In some embodiments, a mask 130 may be applied to both sides of double-sided optical sheet 120. For example, an opaque mask is applied to one side while a translucent mask is applied to the opposite side, with the translucent portions covering some or all of the open portions of the opaque mask for filtering light emitted through the open portions. Multiple combinations of masks may be applied to opposite sides optical sheet 120 with either mask on the outside (facing the elements) or inside (facing light source 110), such as two translucent masks, two opaque masks, or one of each type of mask. Both masks are printed directly onto optical sheet 120.

FIG. 3 shows an example of lighting assembly 100 having an opaque mask 130 with a plurality of open portions 140 that reveal double-sided optical sheet 120. The embodiment depicted in FIG. 3 may be bent to conform to the shape of an exterior of a vehicle for providing a decorative fascia having a backlit and homogenous lighting feature.
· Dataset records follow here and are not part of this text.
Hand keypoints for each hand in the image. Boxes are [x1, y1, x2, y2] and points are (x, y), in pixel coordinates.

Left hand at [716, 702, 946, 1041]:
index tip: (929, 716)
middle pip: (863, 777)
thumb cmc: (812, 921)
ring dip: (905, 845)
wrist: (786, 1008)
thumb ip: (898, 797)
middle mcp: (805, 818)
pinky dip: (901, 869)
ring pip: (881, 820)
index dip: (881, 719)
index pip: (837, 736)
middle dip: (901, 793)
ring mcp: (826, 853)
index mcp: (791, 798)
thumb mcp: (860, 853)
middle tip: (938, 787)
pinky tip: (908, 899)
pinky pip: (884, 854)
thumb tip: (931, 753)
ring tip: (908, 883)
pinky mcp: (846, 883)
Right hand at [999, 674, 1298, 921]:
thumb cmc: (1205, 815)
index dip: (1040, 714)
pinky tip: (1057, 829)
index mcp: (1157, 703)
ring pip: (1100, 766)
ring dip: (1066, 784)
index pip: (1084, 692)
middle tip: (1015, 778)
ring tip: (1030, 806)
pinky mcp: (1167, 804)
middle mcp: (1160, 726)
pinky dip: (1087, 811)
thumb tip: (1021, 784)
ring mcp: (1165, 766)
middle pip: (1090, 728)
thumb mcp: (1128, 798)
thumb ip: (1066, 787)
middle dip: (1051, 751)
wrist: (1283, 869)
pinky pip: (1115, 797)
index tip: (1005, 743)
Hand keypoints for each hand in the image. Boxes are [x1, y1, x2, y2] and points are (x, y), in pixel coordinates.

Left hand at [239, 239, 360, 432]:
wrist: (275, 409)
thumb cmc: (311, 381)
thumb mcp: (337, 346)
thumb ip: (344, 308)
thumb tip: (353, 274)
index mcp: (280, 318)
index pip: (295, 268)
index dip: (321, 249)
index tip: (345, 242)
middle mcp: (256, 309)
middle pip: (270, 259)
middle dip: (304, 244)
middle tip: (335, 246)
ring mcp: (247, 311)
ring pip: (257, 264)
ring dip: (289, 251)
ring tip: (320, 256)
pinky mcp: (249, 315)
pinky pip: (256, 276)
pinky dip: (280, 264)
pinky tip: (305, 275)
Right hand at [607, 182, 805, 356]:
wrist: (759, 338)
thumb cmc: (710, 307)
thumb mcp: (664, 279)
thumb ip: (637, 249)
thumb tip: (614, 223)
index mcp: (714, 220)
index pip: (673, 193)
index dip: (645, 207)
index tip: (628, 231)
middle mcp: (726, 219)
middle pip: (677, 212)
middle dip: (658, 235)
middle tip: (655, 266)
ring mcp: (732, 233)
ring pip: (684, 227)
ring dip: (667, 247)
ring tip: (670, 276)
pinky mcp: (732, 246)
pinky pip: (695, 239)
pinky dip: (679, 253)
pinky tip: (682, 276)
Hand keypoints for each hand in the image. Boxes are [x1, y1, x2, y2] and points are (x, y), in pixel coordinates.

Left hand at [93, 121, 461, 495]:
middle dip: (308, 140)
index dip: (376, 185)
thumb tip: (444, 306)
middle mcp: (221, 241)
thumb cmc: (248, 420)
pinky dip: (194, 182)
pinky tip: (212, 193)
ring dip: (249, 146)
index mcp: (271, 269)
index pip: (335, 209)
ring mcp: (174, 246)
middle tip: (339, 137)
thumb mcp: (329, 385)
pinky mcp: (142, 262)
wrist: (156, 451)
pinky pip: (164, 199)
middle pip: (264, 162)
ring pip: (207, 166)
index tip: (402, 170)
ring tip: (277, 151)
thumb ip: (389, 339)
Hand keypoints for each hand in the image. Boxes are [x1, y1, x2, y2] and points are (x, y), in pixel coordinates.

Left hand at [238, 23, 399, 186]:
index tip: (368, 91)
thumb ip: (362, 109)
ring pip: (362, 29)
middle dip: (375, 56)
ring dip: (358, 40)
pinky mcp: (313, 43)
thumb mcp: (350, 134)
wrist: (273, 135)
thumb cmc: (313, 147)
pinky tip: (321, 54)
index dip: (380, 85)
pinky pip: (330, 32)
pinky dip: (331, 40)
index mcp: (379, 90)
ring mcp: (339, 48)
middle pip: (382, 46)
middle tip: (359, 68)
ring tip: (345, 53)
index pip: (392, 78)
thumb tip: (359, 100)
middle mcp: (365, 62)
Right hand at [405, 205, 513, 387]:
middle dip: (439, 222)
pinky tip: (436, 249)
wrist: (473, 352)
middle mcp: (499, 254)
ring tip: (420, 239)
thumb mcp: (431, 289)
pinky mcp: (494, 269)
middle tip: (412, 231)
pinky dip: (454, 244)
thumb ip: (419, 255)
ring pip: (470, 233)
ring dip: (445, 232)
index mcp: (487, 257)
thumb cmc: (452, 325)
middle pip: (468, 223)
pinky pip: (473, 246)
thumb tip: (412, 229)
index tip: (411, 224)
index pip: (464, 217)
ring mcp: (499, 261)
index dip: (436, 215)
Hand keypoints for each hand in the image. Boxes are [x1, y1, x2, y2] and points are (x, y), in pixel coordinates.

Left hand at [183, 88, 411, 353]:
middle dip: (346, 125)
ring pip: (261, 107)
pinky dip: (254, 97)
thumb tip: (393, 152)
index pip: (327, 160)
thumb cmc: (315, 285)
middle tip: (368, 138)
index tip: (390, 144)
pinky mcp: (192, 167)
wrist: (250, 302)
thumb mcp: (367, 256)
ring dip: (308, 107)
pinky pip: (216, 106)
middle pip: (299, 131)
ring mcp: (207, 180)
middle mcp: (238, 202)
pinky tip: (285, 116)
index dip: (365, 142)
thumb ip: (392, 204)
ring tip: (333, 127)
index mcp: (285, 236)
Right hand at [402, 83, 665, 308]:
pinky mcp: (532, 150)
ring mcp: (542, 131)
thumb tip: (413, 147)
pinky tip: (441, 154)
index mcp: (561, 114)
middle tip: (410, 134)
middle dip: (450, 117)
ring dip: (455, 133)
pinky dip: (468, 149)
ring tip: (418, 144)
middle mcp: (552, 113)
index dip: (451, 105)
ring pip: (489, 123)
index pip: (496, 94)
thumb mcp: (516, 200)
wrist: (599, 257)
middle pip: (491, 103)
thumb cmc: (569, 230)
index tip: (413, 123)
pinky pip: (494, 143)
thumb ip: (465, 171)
In addition to decorative features such as fascia, lighting assembly 100 may be incorporated into vehicle lamp assemblies, including but not limited to a rear combination lamp (RCL), low-beam and high-beam headlamps, center high-mounted stop lamps, turn signals, lamps for aesthetic appearances, etc.

In operation, individual LEDs of light source 110 emit light that shines through double-sided optical sheet 120. As light passes through each of the first and second lenticular patterns 121 and 122, which are oriented at a different angle from one another, light is refracted in different directions and distributed in a homogenous fashion. The homogenized light is projected to illuminate nearby objects, signal other drivers, or provide a decorative effect.

Lighting assembly may comprise an outer lens (not shown) made of a substantially transparent material adapted to protect the optical sheet 120 and mask 130 from outside elements while allowing light to pass through. Light source 110, optical sheet 120, and the outer lens may be structurally supported and held in alignment with one another via a housing (not shown) of the lamp assembly. In some embodiments, the outer lens and optical sheet 120 are aligned substantially adjacent to one another (e.g., touching one another).

The above example features vehicle lighting for a car, but the lighting assembly could be applied in a range of other automotive applications such as, trucks, motorcycles, vans, and buses, as well as other equipment such as, lawn mowers, off-road vehicles, golf carts, and tractors. Additionally, lighting features incorporating double-sided optical sheets may be used for commercial lighting (e.g., interior and exterior lighting for buildings).

A range of materials may be used in the production of lenticular sheets. Typical materials used are acrylic, polyvinyl chloride (PVC), amorphous polyethylene terephthalate (APET), and polyethylene terephthalate modified with glycol (PETG), though one skilled in the art would recognize that various other materials could be used to manufacture optical sheets with lenticular patterns. The criteria for defining a viable material is that the material provides the desired optical properties (e.g., transparent, semi-transparent, partially opaque, etc.), and that the material is compatible with the process selected for forming lenticular patterns on both surfaces of the optical sheet. In addition to extrusion processes and compression molding processes, other manufacturing methods could be used to produce double-sided optical sheets, such as injection molding and 3D printing.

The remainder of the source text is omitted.